## PROBLEM TO SOLVE
What lines in the records below include the word "Kumhar"? Return each one.

## SUPPLIED RECORDS

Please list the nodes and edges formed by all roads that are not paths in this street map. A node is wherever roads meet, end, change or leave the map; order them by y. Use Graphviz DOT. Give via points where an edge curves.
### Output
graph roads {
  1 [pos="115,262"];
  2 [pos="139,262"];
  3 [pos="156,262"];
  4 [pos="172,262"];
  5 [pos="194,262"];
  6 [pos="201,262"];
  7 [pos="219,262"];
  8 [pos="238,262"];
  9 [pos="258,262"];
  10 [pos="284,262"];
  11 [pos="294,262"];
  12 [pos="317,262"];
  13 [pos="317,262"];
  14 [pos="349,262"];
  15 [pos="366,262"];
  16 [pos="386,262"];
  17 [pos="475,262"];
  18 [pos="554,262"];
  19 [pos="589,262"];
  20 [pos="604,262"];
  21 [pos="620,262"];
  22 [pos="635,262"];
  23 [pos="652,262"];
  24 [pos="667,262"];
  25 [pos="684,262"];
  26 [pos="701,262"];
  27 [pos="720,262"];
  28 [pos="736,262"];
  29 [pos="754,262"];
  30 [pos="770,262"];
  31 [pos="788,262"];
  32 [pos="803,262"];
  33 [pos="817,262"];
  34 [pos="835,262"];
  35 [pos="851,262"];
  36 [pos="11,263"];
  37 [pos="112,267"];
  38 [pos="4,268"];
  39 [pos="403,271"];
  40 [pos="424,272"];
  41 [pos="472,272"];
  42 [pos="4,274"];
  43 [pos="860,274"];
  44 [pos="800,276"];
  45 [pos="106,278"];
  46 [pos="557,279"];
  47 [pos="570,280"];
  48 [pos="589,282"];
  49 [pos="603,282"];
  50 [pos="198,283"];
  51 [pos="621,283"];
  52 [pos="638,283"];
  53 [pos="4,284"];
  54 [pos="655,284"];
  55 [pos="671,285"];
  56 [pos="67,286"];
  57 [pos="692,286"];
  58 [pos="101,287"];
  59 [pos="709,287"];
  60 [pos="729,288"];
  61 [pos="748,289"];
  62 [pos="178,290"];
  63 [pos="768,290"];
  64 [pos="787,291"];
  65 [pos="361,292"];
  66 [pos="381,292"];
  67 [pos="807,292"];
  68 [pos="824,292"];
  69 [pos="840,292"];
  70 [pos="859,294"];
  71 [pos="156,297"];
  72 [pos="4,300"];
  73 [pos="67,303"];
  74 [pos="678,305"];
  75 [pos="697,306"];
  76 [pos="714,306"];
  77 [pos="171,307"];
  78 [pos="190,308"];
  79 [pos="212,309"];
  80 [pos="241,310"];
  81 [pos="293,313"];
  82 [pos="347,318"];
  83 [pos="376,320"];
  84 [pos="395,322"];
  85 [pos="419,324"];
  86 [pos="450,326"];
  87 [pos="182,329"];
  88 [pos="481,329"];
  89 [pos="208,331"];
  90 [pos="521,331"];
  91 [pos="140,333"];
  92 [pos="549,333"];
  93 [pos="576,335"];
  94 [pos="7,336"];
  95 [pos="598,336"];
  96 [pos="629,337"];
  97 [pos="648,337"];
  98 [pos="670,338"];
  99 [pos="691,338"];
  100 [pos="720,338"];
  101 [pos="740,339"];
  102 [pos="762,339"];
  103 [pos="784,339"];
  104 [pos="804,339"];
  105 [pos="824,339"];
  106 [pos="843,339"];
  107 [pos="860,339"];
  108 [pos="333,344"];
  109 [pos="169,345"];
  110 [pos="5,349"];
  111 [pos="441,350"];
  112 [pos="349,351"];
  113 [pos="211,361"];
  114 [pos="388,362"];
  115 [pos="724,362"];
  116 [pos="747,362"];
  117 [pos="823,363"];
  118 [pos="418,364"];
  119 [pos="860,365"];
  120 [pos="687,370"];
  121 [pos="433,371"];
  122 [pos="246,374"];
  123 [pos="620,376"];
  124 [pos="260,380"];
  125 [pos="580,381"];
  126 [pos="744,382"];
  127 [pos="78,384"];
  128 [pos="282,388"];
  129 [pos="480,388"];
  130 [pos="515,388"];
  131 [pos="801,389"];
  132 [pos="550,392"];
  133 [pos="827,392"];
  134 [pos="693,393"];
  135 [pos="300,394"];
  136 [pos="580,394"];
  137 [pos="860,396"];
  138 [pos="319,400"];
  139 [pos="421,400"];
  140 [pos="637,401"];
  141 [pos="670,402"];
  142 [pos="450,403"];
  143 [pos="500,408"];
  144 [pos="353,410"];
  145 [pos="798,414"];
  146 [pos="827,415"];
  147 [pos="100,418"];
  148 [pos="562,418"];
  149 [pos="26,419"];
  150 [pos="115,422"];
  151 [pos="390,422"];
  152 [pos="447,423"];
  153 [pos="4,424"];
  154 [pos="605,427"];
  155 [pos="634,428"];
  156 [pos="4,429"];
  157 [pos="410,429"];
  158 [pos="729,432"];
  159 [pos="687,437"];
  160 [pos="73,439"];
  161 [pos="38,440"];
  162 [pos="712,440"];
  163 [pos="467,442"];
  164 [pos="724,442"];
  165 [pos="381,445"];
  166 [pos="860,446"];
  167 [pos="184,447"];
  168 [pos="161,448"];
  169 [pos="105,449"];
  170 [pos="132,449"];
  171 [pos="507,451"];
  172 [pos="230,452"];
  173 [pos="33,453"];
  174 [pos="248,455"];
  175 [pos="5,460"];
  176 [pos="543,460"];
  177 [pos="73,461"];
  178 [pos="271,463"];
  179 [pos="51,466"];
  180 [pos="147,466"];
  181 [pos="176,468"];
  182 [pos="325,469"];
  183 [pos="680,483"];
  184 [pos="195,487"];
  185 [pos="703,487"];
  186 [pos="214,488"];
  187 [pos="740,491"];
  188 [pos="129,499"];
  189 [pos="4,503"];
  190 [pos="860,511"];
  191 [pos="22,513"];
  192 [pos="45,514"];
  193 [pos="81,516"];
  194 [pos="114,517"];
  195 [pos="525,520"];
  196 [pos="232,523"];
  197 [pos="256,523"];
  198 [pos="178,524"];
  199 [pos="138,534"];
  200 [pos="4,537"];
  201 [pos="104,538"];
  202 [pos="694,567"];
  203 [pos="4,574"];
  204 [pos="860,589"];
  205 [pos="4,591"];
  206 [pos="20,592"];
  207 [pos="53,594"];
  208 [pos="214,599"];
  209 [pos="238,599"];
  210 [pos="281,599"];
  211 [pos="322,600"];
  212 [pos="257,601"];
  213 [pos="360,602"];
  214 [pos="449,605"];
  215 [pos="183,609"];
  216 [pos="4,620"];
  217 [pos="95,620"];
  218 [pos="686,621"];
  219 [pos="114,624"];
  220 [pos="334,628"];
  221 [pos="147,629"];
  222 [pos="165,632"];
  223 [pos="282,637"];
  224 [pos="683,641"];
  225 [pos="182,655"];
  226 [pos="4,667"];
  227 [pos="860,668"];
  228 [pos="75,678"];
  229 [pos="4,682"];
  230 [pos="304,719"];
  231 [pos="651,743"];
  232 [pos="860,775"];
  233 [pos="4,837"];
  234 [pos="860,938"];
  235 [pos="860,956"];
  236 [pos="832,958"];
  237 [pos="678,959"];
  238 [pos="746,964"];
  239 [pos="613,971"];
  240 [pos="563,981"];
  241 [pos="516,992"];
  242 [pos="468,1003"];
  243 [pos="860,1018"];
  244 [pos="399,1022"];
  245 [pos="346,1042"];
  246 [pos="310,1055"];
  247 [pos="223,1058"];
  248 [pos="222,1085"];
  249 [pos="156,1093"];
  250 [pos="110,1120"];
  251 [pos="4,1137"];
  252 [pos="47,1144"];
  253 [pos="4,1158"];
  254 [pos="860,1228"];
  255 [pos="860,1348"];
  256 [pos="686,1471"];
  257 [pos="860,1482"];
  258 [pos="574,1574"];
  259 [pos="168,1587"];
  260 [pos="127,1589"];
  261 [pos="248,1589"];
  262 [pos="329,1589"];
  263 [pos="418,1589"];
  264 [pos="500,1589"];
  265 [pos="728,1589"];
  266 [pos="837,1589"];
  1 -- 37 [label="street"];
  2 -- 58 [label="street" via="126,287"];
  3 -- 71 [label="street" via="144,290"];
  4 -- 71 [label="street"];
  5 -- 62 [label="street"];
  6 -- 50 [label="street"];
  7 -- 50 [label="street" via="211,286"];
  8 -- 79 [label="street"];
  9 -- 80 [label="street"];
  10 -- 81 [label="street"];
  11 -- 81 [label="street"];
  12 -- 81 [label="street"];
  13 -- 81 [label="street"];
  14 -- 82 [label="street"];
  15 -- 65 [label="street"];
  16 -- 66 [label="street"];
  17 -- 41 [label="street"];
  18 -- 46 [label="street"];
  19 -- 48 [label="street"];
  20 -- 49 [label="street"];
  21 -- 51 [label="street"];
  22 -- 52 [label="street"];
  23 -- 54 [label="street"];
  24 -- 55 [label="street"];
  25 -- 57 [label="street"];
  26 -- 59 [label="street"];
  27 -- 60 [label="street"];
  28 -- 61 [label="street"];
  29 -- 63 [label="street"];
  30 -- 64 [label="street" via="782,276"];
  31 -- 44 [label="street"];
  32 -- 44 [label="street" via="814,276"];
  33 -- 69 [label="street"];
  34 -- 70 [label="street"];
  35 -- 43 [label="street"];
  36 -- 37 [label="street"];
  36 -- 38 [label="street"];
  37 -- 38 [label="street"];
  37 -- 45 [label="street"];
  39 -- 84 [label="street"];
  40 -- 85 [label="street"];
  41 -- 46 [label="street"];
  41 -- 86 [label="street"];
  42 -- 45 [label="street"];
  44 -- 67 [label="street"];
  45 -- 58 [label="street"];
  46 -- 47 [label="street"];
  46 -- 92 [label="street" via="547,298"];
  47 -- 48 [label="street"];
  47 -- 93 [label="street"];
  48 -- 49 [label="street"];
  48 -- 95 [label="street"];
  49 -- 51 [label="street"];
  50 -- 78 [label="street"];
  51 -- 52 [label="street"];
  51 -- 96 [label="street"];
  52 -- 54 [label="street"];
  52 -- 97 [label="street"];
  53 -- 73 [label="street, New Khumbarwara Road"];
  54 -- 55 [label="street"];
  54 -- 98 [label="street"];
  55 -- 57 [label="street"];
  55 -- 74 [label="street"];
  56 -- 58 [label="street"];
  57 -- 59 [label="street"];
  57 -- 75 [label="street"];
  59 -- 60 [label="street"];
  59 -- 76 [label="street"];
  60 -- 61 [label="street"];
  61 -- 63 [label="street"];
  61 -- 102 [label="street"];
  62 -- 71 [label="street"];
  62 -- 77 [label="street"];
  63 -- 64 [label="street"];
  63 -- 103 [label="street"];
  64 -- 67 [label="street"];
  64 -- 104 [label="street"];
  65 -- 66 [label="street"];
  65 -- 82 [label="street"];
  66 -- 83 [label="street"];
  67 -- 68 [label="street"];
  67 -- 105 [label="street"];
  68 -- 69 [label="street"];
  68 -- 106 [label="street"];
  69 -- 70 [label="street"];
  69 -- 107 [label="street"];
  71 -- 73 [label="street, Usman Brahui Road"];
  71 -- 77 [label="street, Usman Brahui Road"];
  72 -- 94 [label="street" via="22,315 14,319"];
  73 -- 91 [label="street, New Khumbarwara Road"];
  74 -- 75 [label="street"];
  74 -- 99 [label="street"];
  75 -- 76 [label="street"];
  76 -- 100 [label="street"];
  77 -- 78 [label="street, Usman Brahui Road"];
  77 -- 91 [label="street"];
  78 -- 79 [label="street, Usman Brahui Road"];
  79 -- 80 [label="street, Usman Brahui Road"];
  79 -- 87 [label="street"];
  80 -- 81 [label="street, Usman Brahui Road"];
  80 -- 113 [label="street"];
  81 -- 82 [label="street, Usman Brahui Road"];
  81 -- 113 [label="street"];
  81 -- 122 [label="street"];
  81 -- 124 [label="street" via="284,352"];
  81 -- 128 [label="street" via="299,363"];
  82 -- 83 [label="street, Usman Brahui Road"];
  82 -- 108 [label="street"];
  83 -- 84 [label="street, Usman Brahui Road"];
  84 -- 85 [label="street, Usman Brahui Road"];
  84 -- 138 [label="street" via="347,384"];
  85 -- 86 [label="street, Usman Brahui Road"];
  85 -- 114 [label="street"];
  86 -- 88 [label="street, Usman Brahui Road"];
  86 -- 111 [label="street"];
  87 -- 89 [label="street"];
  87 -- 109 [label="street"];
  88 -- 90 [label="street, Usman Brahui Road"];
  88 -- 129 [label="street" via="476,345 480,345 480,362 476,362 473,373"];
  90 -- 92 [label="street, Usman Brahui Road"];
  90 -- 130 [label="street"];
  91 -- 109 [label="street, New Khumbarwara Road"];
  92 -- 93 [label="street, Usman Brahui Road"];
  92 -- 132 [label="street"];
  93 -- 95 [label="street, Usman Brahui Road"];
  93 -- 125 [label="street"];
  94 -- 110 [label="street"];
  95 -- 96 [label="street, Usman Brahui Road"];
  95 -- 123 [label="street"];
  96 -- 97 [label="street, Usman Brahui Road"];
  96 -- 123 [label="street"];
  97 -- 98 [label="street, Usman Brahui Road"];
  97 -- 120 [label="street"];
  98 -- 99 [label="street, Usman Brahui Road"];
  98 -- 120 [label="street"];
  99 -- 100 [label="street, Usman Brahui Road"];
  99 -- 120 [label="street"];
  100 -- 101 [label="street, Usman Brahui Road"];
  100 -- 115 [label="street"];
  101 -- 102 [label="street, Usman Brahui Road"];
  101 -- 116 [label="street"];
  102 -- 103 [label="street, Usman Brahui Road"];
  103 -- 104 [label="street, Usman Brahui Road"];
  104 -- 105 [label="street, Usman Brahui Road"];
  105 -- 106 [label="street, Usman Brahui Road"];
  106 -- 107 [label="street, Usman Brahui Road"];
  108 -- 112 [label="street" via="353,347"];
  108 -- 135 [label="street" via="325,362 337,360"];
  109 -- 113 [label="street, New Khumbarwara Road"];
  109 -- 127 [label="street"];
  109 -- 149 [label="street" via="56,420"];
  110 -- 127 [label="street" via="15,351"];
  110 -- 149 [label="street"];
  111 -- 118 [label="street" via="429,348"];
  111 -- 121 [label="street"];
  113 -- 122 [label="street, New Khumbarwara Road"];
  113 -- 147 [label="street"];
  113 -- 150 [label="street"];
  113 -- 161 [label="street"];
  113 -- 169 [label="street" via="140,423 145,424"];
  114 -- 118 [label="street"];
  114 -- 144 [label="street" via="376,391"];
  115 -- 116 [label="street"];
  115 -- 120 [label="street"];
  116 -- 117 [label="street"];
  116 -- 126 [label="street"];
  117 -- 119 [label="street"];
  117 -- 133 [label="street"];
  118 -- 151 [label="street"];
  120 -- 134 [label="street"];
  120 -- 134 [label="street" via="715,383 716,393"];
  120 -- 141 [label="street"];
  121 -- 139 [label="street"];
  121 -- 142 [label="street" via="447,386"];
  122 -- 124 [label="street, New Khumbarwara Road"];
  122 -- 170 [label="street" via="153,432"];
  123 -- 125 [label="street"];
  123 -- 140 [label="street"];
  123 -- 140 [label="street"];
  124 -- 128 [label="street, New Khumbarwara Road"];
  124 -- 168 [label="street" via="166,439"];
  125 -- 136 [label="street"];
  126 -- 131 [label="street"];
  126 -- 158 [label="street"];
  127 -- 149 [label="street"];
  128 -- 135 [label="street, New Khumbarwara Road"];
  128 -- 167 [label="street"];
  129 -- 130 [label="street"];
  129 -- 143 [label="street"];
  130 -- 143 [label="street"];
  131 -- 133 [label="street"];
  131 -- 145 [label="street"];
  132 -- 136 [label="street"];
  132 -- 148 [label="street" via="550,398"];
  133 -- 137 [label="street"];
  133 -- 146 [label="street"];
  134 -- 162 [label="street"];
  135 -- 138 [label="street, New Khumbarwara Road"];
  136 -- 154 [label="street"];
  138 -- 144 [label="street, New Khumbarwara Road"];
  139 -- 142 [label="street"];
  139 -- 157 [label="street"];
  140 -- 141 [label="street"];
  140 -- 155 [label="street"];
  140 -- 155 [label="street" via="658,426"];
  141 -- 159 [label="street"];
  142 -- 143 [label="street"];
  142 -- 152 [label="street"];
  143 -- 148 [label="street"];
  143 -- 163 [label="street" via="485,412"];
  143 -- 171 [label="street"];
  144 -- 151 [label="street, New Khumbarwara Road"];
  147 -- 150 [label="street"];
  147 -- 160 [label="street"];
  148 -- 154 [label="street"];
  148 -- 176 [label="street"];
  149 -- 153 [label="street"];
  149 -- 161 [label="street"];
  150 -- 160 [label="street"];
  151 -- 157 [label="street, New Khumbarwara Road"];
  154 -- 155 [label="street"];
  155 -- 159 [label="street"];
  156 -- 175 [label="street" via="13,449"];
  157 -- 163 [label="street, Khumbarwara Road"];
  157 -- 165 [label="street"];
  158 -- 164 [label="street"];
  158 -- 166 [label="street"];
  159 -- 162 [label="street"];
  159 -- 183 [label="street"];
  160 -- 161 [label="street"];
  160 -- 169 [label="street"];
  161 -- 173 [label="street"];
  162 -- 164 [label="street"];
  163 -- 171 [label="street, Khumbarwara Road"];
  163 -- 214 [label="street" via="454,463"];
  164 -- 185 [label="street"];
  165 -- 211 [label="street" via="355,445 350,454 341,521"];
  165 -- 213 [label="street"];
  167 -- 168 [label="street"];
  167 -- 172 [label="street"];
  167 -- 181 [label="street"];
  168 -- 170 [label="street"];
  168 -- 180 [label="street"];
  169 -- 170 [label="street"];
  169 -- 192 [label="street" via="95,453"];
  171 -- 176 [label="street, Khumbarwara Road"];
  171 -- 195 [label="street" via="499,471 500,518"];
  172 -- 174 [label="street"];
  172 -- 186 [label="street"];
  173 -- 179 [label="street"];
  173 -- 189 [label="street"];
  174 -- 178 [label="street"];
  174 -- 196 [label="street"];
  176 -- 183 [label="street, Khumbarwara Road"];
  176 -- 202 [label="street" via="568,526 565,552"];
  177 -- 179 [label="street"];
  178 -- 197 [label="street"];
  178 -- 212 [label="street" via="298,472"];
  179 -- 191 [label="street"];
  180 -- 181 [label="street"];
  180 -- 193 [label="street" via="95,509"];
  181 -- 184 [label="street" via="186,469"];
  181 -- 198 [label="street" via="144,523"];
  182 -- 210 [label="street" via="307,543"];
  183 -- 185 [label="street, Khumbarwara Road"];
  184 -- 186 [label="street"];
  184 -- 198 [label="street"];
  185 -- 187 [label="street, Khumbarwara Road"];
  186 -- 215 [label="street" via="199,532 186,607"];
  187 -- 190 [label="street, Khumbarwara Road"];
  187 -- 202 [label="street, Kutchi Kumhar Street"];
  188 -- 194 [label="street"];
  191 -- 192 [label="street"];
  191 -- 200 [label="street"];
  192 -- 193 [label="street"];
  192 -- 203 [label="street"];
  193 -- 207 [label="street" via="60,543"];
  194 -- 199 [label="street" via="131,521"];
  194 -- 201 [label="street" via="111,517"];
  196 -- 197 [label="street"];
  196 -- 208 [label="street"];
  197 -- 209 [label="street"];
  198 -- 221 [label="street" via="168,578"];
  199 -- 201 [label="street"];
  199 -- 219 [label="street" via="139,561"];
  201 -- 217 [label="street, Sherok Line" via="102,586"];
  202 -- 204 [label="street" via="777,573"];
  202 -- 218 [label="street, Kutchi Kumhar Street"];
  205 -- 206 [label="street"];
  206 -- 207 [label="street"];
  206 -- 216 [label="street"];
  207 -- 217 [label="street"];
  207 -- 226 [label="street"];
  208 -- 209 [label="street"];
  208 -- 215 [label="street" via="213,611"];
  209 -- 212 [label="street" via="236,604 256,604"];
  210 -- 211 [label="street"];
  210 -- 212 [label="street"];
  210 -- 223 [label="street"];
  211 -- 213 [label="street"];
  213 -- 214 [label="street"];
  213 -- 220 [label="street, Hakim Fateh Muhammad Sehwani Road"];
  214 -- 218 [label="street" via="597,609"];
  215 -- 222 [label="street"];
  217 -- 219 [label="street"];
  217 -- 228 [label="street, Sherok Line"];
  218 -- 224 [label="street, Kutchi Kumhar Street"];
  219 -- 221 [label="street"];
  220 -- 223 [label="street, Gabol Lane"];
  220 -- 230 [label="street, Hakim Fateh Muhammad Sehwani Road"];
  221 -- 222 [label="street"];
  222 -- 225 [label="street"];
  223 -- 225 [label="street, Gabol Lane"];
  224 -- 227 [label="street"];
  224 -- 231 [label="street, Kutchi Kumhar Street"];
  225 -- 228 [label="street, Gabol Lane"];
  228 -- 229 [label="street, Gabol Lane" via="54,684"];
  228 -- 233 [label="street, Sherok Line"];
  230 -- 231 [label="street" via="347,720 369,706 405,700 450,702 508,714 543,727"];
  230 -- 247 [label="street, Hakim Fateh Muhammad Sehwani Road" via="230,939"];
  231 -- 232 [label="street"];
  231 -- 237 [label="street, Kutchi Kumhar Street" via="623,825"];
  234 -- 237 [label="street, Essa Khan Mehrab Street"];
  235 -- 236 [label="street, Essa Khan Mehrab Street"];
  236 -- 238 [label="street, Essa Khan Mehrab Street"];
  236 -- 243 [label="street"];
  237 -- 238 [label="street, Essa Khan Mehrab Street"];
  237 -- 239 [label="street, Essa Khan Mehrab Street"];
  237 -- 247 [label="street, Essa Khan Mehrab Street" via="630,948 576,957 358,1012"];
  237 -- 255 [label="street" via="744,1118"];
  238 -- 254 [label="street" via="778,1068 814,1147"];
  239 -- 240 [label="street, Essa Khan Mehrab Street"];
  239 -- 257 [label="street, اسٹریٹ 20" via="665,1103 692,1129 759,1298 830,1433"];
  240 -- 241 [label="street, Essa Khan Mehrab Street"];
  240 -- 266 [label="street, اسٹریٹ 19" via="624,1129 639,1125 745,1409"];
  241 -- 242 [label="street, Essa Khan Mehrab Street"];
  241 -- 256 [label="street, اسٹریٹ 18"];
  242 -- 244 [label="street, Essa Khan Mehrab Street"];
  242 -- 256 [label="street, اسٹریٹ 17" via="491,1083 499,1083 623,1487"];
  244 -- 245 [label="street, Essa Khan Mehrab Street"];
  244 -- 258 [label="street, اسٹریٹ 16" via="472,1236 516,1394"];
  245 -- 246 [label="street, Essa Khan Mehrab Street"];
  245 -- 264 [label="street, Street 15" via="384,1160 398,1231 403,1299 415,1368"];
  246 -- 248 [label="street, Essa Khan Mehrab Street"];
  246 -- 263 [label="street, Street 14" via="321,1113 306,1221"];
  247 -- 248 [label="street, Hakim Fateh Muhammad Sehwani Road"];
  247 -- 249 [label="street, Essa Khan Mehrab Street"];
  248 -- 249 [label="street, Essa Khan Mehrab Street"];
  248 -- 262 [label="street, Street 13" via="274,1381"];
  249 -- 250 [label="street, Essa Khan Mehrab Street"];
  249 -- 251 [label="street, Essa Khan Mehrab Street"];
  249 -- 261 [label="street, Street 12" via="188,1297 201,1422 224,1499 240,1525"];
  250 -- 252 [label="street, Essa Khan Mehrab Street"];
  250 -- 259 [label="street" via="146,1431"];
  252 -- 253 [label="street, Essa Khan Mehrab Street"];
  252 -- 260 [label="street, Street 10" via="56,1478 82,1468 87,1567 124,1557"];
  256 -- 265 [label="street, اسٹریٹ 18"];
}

## TASK SOLUTION
  187 -- 202 [label="street, Kutchi Kumhar Street"];
  202 -- 218 [label="street, Kutchi Kumhar Street"];
  218 -- 224 [label="street, Kutchi Kumhar Street"];
  224 -- 231 [label="street, Kutchi Kumhar Street"];
  231 -- 237 [label="street, Kutchi Kumhar Street" via="623,825"];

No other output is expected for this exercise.